Donna Karan was slightly confused last week. She leapt to Harvey’s defence and put the blame on the young actresses. They should just cover up more because, you know, they were asking for it. Do you think DK is not so NY anymore? The only person who had anything to cover up in these sordid scenarios was the chump in the terry cloth robe. But hey! Blame the fully dressed women, why don’t you? They just never realised they were going to have to do some serious turn-down service.

There was a time when a Hollywood producer was a dapper fellow, fully stitched up from top to toe. Now when you say he was putting on the Ritz, you mean he was donning that terry cloth robe that was hanging in the cupboard of his Ritz presidenti­al suite. Why not go the whole hog and wear the little terry cloth slippers as well? Super macho look that. Sadly, we have no informatio­n from the terry cloth robe front on this last matter.

IF THE ROBE FITS ...

Don’t even think that you can do this sort of sexy magic with any old terry cloth robe, like the one growing mould in your bathroom. Oh no my friend, the provenance of the robe is everything! The Peninsula Beverly Hills’ robe is a prized item of clothing. The cut is superior. Harvey knows his robes; he wore that one often. To get more comfortabl­e with Ashley Judd, for example. The gowns at the Savoy in London can’t be beaten on quality — Romola Garai has the inside scoop there. The Hotél Cap-Eden-Roc at Cannes. Harvey can tell you a thing or two about them gowns. And the gowns at the Stein Eriksen Lodge. Fabulous.

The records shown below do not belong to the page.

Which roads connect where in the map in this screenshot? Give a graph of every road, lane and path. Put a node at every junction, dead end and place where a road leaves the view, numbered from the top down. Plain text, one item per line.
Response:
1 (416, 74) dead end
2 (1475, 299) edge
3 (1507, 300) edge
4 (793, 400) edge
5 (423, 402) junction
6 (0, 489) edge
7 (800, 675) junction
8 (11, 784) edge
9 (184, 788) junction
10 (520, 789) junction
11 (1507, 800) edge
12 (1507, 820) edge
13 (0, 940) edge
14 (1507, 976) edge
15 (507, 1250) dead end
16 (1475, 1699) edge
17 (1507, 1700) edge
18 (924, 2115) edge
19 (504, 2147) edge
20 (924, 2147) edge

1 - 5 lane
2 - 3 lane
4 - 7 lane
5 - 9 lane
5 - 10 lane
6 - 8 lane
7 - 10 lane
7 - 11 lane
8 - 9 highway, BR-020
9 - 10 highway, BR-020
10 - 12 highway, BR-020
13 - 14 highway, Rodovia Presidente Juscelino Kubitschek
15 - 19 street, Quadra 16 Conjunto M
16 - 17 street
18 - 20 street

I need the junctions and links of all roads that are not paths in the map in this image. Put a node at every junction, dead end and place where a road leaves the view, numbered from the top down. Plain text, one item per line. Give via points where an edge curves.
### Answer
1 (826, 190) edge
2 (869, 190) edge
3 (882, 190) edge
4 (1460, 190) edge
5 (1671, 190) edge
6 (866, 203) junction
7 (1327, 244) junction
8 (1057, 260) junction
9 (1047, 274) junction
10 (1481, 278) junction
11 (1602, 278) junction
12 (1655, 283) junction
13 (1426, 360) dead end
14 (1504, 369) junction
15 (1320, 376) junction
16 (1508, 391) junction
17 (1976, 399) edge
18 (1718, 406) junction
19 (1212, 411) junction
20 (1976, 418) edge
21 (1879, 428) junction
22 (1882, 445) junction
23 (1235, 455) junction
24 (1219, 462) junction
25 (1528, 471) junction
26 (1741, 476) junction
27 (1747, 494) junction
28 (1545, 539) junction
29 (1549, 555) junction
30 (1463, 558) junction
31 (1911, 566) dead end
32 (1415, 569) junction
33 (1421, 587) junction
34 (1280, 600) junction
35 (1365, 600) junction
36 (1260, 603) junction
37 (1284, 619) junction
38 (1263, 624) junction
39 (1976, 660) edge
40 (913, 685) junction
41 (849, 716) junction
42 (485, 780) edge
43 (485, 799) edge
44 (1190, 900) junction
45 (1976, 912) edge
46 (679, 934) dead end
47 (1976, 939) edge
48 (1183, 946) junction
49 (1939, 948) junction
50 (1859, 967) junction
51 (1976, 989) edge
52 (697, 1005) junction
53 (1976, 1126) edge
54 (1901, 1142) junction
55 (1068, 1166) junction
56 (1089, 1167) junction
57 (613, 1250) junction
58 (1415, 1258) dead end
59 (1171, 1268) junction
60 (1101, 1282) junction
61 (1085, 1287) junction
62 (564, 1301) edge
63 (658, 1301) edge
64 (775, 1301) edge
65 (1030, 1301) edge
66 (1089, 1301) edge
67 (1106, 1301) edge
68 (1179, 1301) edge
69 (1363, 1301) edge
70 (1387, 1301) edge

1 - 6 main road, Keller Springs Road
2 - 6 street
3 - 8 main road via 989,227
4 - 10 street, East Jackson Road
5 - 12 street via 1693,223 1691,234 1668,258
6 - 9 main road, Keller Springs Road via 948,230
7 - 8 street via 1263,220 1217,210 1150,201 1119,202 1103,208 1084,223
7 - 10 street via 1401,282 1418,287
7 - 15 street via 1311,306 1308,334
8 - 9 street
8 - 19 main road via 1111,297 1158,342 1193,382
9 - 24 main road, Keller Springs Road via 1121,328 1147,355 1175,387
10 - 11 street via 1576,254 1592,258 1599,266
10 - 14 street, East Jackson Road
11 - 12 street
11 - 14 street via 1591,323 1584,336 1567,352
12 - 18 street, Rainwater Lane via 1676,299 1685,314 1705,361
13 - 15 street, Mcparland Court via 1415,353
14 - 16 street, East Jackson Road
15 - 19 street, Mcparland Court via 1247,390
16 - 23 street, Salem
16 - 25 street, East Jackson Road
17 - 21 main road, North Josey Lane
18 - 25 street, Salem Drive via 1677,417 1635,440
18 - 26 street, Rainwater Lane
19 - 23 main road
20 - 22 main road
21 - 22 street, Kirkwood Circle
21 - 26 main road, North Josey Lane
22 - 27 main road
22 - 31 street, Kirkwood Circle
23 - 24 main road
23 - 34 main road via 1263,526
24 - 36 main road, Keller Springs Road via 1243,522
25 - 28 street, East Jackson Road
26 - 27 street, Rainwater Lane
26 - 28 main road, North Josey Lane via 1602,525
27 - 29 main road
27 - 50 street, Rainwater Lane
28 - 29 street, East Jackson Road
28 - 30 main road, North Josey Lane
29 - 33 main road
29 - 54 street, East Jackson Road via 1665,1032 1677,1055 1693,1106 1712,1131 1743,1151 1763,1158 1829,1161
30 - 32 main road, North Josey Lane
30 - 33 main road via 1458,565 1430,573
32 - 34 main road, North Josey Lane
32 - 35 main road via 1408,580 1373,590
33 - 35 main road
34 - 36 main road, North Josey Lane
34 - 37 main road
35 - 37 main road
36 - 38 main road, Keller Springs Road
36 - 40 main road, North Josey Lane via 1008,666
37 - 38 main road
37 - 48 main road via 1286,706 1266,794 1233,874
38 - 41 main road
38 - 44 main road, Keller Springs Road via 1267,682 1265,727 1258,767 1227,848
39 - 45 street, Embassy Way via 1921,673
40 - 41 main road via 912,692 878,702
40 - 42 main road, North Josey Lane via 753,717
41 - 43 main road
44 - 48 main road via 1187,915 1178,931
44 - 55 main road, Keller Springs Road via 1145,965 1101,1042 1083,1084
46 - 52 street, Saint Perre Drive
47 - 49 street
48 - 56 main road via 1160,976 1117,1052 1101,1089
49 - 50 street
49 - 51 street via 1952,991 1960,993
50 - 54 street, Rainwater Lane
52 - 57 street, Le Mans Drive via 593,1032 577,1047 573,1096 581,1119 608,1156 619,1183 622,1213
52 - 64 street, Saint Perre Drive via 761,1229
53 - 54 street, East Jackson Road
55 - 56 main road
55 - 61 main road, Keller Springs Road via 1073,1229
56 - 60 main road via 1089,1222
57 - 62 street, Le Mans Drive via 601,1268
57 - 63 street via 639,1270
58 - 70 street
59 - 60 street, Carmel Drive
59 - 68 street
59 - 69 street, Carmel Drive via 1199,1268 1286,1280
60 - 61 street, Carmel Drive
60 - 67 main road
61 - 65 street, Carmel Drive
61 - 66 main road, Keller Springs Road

I am hoping that Harvey is not taking his sexaddicti­on therapy in a five-star spa venue in Switzerlan­d. Imagine his feelings of loss and betrayal every time he sees his outfit of choice on some other poor slob weeping into his ginseng tea in a terry cloth robe around the pool area.

But there is an upside if all else fails and Hollywood never clutches Harvey back into the warm glow of its glamorous bosom — the man still has options. He can make a comeback as quality control for terry cloth robes in five-star establishm­ents all over the world.